Your instructions: Every line of the records that holds the word "Bromberger" should be copied.

Collected data:
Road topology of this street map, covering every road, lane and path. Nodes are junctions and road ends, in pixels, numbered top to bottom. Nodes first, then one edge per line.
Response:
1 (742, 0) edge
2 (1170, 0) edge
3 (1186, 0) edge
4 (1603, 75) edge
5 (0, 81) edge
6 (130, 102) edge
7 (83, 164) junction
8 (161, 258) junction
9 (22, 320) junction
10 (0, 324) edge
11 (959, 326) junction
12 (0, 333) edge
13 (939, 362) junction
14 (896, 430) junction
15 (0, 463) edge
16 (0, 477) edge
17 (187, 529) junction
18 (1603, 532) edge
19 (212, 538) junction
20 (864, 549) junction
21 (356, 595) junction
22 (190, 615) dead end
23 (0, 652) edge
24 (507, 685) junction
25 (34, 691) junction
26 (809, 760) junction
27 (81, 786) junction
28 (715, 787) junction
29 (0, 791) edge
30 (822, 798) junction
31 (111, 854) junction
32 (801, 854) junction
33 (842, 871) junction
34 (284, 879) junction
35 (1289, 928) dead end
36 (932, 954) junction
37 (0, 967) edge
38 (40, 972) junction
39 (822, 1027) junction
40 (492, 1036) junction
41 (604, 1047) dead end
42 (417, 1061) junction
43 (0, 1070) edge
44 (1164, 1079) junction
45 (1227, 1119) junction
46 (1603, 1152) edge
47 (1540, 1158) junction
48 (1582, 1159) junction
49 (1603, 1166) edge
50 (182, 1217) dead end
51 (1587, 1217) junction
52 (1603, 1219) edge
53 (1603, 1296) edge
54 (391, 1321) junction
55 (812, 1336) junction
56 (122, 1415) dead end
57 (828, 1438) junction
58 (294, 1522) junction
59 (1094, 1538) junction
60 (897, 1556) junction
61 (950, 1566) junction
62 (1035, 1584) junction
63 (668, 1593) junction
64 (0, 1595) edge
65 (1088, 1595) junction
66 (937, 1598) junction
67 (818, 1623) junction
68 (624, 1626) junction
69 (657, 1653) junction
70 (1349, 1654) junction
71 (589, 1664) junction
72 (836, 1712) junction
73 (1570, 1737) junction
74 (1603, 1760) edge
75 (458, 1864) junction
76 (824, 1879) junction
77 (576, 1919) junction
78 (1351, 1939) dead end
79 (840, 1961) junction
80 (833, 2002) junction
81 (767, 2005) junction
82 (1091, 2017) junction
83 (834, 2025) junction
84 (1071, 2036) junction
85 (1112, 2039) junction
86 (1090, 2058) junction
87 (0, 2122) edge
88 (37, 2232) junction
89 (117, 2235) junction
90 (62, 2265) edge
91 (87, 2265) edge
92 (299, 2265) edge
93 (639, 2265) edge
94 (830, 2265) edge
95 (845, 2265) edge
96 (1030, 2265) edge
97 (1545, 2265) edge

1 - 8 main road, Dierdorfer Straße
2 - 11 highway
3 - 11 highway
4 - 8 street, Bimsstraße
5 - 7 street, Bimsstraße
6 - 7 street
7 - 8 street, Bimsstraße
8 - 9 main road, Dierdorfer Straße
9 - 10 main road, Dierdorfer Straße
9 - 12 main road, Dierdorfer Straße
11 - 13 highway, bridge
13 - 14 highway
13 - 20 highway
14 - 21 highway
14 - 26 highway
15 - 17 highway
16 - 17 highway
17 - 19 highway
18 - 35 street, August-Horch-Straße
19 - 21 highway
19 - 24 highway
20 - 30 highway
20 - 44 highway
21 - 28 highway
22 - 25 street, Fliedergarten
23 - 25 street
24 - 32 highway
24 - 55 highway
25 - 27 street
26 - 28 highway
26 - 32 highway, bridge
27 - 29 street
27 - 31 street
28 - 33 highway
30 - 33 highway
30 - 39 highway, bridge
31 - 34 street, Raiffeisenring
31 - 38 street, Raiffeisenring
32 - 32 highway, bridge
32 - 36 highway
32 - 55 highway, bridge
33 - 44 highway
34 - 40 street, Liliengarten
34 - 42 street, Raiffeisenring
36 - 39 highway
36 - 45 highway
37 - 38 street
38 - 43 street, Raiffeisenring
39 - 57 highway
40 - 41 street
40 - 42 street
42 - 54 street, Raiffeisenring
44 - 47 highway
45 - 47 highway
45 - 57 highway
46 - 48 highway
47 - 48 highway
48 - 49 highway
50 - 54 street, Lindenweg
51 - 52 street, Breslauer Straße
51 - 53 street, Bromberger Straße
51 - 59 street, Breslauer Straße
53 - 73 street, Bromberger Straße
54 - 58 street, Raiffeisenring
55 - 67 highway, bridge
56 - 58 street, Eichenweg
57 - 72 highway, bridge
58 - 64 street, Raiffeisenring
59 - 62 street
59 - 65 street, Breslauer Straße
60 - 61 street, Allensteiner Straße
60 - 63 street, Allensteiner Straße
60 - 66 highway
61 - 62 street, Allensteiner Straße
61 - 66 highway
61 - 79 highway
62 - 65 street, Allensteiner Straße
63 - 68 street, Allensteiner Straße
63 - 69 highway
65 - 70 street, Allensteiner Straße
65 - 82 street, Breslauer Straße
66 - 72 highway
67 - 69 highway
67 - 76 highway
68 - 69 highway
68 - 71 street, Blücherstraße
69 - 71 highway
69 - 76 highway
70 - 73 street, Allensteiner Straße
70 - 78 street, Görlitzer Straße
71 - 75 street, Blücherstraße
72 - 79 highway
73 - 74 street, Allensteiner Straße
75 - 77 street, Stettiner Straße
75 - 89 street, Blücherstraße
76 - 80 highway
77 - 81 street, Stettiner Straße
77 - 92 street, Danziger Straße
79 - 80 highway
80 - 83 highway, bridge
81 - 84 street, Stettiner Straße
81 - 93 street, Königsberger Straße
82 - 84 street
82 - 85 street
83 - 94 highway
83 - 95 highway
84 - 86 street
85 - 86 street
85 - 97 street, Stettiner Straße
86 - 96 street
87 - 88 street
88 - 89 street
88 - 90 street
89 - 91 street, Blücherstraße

Answer to this task:
51 - 53 street, Bromberger Straße
53 - 73 street, Bromberger Straße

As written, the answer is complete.